Und so war es ein mehr oder weniger normales Testspiel, das der VfB am Mittwochabend gegen den FC Schönberg 95 mit 3:4 (2:2) verlor. „Das war ein echter Härtetest“, sagte VfB-Trainer Denny Skwierczynski, der mit der ersten Hälfte seiner Mannschaft zufrieden war. „Da war sehr viel Tempo im Spiel und wir hatten die besseren Aktionen“, befand er. Henrik Sirmais mit einem schönen Solo nach Pass von Sven Theißen (18.) sowie Stefan Richter nach einem abgeblockten Schuss von Kevin Wölk (32.) brachten die Lübecker zwei Mal in Front. Doch Schönberg, denen Skwierczynski angesichts erfahrener Akteure (allen voran die Ex-VfBer Steinwarth, Henning, Cornelius, Okada sowie die Ex-Rostocker Hahnel und Pett) „auf jeden Fall Regionalliga-Niveau“ bescheinigte, schlug zwei Mal zurück. Jeweils mit Hilfe des Innenpfostens trafen Franz Schlatow mit einem 16-Meter-Schuss (19.) und Martin Pett per Freistoß (42.) zum Ausgleich.

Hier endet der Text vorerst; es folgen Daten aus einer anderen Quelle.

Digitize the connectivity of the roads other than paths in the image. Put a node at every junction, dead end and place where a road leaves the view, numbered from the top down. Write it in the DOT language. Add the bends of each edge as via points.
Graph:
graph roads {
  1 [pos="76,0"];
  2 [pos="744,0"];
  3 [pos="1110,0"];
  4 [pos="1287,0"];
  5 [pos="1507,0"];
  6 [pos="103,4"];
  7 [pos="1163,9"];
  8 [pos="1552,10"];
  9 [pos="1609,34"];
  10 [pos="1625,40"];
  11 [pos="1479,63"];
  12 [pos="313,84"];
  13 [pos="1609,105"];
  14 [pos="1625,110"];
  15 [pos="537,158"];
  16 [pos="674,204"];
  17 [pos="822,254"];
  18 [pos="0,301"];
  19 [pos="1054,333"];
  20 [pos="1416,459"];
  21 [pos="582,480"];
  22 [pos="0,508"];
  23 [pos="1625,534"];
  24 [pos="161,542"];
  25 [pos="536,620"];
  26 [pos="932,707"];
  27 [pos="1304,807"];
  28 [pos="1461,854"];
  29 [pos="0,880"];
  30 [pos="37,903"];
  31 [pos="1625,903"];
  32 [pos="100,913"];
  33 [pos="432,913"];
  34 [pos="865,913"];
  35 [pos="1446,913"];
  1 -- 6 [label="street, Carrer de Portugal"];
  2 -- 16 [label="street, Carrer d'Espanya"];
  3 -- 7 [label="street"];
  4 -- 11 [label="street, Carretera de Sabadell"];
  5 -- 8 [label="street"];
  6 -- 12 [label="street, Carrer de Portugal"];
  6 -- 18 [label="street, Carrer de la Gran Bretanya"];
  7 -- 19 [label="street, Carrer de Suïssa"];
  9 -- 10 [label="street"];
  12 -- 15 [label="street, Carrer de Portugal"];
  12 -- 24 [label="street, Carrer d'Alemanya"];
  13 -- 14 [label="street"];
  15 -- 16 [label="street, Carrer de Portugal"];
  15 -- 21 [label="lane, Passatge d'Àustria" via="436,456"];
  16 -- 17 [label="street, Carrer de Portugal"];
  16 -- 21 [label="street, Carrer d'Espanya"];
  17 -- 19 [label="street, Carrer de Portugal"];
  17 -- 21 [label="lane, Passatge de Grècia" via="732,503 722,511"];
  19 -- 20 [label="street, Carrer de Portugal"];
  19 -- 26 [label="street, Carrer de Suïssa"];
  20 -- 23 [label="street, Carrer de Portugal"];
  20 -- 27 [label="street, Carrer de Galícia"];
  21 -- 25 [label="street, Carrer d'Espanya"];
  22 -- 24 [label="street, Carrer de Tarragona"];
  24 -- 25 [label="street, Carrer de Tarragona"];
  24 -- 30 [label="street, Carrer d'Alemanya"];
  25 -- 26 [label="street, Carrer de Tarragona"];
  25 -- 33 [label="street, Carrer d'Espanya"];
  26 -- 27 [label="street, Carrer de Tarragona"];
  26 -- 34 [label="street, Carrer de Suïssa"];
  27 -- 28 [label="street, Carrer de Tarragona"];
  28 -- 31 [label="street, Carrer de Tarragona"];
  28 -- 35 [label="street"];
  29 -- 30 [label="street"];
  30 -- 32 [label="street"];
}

Im zweiten Abschnitt waren die Gäste dann insgesamt besser. Das lag auch daran, dass nach dem aus der U  23 aufgerückten Hayri Akcasu und dem A-Jugendlichen Cemal Sezer, die in der Startelf standen, weitere Akteure ohne Regionalliga-Erfahrung ins Spiel kamen – mit den A-Jugendlichen Ricardo Radina und Enes Dagli sowie den U  23-Akteuren Ugur Dagli und Sahid Wahab merkte man dem VfB-Spiel den Qualitätsverlust an. Einen Radina-Fehler nutzte Bastian Henning zum 2:3 (76.). Und als die gesamte VfB-Abwehr pennte, schlenzte Danny Cornelius einen Freistoß aus Rechtsaußenposition ins lange Eck (84.). Stefan Richter gelang mit einem Freistoß nur noch der 3:4-Endstand (90.). „Das Ergebnis ist Nebensache“, stellte Skwierczynski fest. „Wichtig war, auch die jüngeren Spieler noch einmal gegen einen solch starken Gegner zu sehen. Nur so können sie sich an das Niveau gewöhnen.“

Von den zahlreichen fehlenden Akteuren stehen Dennis Voß, Finn Thomas, Andre Senger und Ersatzkeeper Eric Schlomm unmittelbar vor der Rückkehr. Auch mit Lukas Knechtel rechnet der VfB-Coach in der kommenden Woche wieder. Etwas länger brauchen noch Marvin Thiel, der nach seinem Handbruch noch keine Zweikämpfe bestreiten darf, und Patrick Bohnsack, der nach seiner langwierigen Schambeinentzündung behutsam aufgebaut wird. Mit den Langzeitverletzten Marcel Dümmel und Sascha Steinfeldt ist ohnehin noch einige Zeit nicht zu planen. In die Verletztenliste reihte sich zudem Ersatzkeeper Briant Alberti ein, der sich am Fuß verletzte.

Fällt das Spiel in Goslar wie erwartet aus, testen die Lübecker am Sonnabend (12.30 Uhr, Lohmühle) ein weiteres Mal: Gegner ist dann der SH-Ligist SV Eichede.